_Aim of the task_.
When the line containing "cr.rel_move_to(letter + word" appears in the data below, begin copying there and stop only after the line containing "cr.restore()".

_Records shown_.
..............................

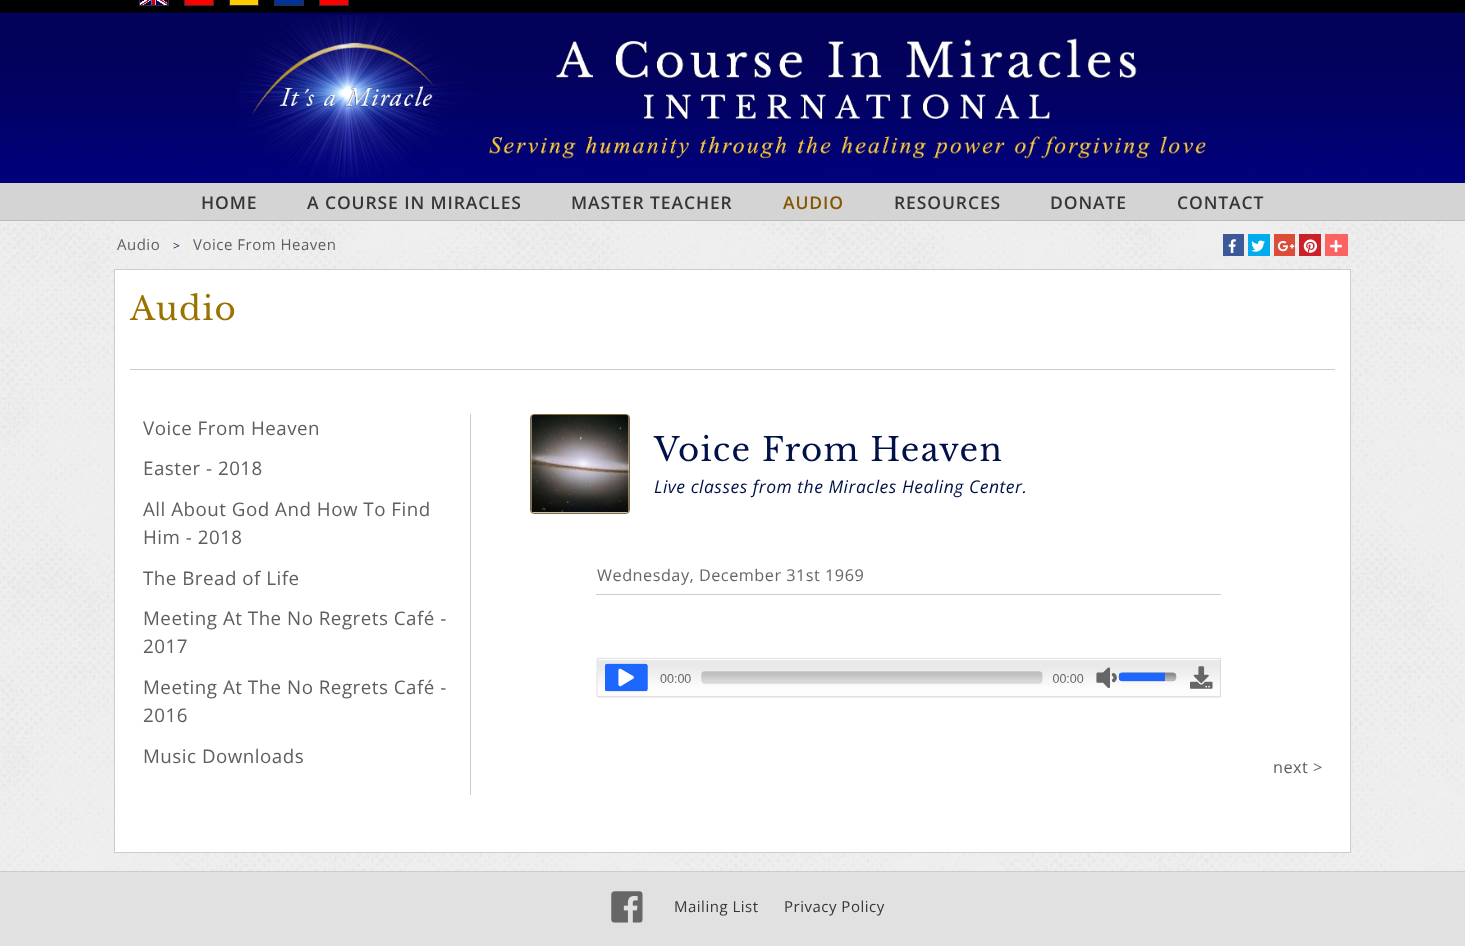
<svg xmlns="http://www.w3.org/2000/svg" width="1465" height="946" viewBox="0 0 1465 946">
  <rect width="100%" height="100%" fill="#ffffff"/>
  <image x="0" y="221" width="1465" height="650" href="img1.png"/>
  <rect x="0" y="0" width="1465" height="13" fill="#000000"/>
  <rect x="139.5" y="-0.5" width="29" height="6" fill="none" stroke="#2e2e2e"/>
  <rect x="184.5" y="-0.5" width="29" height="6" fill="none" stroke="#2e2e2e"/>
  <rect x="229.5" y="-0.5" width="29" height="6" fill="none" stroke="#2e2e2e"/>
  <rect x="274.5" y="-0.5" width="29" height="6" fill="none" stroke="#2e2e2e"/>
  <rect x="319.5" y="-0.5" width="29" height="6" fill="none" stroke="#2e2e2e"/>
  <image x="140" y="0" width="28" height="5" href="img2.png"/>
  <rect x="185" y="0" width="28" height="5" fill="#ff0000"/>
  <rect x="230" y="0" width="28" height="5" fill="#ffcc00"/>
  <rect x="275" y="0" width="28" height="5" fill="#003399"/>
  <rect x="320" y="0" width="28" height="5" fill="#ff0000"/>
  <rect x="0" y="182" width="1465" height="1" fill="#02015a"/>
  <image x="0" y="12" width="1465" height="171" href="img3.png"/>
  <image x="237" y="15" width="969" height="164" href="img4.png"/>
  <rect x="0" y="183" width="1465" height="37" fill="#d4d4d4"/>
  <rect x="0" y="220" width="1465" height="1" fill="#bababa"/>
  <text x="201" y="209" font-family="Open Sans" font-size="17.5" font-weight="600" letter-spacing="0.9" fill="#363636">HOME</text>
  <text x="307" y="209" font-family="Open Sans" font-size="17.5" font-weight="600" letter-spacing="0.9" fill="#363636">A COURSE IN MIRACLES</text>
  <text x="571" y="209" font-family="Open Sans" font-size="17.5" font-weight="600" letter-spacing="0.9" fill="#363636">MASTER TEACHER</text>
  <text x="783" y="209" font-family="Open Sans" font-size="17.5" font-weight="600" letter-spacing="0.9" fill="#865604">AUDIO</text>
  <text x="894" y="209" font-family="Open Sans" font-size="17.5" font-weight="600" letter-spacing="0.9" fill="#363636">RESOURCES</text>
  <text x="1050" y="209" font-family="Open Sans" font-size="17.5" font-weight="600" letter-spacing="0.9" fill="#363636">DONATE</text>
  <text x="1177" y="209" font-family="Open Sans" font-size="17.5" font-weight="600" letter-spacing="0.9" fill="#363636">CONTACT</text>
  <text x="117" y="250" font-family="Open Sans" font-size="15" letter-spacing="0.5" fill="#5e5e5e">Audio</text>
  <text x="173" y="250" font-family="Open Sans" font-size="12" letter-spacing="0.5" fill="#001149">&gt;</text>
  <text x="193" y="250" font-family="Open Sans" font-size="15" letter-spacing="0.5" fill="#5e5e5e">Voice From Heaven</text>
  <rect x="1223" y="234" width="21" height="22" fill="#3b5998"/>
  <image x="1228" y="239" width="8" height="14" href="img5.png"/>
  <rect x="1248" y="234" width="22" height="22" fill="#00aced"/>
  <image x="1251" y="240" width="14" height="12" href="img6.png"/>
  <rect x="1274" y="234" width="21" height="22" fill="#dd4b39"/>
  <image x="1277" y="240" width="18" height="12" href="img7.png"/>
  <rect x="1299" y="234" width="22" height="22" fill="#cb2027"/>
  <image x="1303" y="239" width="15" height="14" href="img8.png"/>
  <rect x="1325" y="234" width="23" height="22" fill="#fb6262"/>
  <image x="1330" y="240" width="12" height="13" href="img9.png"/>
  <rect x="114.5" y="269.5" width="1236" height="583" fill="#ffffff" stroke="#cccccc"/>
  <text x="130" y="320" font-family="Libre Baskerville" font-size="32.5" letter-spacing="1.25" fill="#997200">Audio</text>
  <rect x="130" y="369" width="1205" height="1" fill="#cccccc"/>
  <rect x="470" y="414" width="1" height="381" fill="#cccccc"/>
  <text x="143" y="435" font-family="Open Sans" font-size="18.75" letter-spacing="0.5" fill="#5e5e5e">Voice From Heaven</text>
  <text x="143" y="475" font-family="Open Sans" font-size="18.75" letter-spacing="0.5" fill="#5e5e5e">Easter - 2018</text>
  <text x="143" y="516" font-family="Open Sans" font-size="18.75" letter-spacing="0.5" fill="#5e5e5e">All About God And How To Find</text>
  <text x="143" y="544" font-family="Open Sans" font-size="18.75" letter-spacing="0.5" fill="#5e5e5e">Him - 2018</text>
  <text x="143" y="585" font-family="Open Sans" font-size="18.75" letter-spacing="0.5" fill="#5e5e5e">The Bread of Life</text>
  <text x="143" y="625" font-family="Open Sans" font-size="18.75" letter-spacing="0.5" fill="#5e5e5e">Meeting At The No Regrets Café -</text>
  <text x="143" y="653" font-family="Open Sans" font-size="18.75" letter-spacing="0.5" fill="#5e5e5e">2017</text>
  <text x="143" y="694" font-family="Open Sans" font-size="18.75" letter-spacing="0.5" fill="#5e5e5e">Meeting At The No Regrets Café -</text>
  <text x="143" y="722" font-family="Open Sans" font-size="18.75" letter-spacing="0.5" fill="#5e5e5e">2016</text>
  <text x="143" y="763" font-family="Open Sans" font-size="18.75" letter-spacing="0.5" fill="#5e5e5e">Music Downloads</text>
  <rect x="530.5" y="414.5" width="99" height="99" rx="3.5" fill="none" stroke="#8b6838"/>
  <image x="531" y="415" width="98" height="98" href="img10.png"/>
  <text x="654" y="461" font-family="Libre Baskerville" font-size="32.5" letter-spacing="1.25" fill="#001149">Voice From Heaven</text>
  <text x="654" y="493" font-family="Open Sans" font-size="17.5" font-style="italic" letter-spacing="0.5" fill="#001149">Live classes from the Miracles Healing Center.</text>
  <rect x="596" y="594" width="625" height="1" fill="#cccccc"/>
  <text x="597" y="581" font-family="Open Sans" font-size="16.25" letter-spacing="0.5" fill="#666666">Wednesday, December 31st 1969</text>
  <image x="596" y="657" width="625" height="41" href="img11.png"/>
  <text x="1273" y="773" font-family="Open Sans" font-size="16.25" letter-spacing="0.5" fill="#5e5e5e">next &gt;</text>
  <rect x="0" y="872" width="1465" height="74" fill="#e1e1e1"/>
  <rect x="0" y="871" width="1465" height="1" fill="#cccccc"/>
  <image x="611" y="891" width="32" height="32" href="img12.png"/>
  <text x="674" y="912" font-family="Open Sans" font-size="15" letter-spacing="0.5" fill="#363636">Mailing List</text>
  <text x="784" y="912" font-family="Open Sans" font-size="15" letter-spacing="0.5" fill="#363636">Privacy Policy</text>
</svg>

..............................

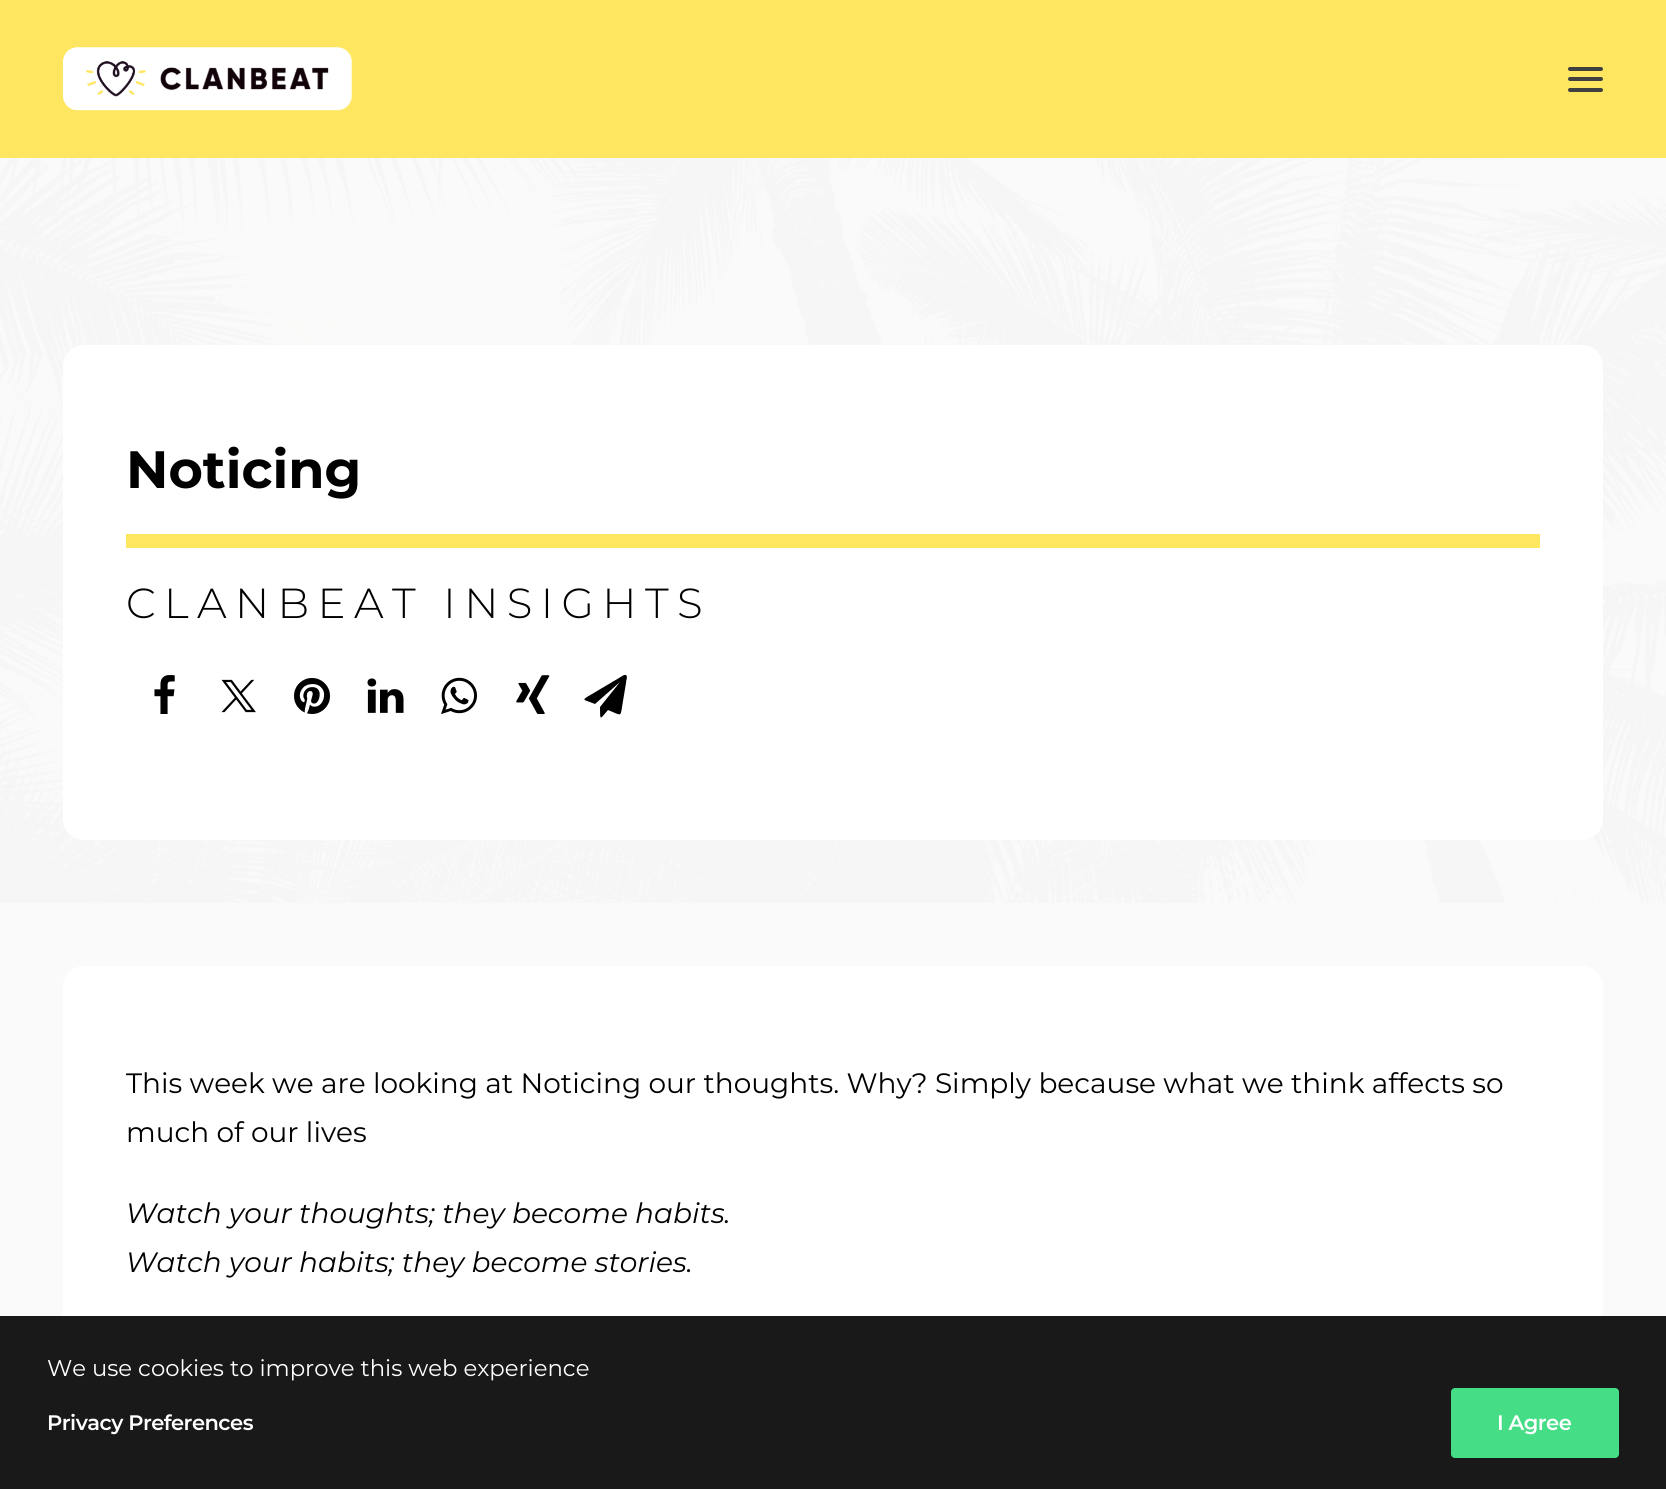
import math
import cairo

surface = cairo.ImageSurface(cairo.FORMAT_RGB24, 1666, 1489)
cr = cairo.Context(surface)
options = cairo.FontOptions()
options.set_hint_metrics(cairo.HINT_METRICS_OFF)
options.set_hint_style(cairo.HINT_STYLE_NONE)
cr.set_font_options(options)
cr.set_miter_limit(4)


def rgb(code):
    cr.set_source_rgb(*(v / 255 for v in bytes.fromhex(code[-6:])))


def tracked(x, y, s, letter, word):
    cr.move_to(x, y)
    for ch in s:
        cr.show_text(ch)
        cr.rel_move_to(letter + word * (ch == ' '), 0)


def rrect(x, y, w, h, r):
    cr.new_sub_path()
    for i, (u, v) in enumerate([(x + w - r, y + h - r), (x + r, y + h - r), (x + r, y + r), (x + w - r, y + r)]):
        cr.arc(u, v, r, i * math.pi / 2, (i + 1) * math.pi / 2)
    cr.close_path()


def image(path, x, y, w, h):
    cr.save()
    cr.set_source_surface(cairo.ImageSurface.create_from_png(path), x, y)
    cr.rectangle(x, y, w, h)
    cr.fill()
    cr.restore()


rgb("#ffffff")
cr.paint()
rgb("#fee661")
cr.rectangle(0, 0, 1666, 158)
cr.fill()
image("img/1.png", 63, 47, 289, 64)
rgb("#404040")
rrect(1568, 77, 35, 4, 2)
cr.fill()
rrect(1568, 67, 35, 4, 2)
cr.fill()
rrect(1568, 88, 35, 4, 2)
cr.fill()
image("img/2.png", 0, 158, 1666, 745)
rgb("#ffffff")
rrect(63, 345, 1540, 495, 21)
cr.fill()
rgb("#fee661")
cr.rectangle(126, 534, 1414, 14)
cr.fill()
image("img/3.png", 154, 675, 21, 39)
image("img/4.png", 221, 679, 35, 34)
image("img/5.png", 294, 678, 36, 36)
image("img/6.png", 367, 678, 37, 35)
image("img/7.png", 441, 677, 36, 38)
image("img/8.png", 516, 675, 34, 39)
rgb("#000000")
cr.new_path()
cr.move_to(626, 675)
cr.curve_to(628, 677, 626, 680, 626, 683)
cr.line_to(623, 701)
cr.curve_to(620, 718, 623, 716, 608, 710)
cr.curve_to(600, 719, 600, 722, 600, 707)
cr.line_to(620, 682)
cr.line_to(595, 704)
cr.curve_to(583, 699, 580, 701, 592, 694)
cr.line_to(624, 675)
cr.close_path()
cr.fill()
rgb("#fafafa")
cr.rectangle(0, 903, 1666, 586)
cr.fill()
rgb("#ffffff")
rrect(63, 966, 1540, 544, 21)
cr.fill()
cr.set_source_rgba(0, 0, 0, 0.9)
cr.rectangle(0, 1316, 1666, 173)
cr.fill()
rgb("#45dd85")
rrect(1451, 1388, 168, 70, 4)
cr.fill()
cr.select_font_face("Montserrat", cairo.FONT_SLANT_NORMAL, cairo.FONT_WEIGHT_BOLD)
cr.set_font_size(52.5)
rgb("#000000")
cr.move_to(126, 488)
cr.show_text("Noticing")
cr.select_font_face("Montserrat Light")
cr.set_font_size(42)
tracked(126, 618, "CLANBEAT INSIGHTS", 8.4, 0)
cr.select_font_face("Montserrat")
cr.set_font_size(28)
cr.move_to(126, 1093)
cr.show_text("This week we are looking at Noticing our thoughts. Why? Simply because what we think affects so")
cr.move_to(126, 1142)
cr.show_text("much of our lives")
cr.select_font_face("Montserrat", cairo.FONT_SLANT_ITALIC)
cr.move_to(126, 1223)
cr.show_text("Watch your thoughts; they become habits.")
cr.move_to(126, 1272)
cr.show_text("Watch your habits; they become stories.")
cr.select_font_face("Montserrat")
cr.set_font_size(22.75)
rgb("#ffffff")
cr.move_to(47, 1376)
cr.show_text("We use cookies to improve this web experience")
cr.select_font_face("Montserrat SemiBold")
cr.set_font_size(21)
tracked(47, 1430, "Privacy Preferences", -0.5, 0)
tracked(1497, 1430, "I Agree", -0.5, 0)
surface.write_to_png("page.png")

..............................

_Task output_.
        cr.rel_move_to(letter + word * (ch == ' '), 0)


def rrect(x, y, w, h, r):
    cr.new_sub_path()
    for i, (u, v) in enumerate([(x + w - r, y + h - r), (x + r, y + h - r), (x + r, y + r), (x + w - r, y + r)]):
        cr.arc(u, v, r, i * math.pi / 2, (i + 1) * math.pi / 2)
    cr.close_path()


def image(path, x, y, w, h):
    cr.save()
    cr.set_source_surface(cairo.ImageSurface.create_from_png(path), x, y)
    cr.rectangle(x, y, w, h)
    cr.fill()
    cr.restore()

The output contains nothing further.